La Capilla Nuestra Señora del Rosario, en Sotelo, Santiago del Estero. Clarín |
Un paseo muy singular para tener en cuenta desde Termas de Río Hondo, aunque pocos lo hagan, es al pueblo de Sotelo y su antigua iglesia de adobe levantada en medio de un cementerio. Como el camino no está señalizado y hay que meterse realmente campo adentro por un camino de ripio (en buen estado), lo ideal es contratar un guía en la Oficina de Turismo municipal.

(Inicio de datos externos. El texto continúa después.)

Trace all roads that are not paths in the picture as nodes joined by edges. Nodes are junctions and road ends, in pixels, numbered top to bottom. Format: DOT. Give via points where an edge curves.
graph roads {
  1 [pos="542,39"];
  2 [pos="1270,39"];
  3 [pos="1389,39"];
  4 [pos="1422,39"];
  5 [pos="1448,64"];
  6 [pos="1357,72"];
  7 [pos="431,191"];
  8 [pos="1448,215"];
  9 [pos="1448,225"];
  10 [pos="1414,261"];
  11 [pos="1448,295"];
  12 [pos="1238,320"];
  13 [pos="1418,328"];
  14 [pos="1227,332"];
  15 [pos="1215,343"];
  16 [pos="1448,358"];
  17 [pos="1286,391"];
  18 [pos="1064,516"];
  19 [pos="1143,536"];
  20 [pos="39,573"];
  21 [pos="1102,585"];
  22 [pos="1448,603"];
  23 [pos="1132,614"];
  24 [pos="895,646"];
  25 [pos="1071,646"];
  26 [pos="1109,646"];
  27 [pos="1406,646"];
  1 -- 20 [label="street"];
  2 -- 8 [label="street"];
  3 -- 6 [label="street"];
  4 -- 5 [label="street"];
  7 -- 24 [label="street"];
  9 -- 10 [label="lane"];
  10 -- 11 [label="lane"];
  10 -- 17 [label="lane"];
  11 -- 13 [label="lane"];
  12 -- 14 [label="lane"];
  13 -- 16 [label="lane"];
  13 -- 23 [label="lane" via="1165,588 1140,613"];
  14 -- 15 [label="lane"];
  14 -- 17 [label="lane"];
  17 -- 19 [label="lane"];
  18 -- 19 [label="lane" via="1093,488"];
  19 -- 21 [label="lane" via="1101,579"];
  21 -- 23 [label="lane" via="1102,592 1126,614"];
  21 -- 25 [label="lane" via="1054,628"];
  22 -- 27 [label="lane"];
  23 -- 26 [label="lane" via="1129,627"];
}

A los costados de la RP 93
todo es pasto bajo y algarrobos solitarios que sobresalen en la planicie. Cada
tanto aparecen casas desperdigadas –puede haber kilómetros entre una y otra– que desde hace un tiempo ya
no son de adobe: ésta es la única manera de erradicar la vinchuca. De todas
formas se pasa por una ladrillera donde se fabrican ladrillos de adobe, un
material todavía muy usado en la zona.
Todas las casas son
perfectamente rectangulares, sin mucha gracia, y alrededor tienen estacionados
caballos y camionetas viejísimas. Los tendales son alambres entre un árbol y
otro, y de ellos cuelgan, entre la ropa, las vísceras de los cabritos recién
carneados con las que se prepara la chanfaina para acompañar las comidas. Cada
tanto aparece alguna plantación de tuna o de maíz. Y antes que iglesias
católicas, lo que se ve al borde de la ruta son iglesias evangélicas. Muchos se
pasan las tardes tejiendo cestas con paja brava. Como don Brígido Cajal, un
anciano tejedor con la cara ajada por el sol y la sequedad, que transcurre las
tardes a la sombra de un algarrobo, ejerciendo su oficio con su esposa, ambos
sentados junto a un sulky abandonado y un horno de barro con forma de iglú.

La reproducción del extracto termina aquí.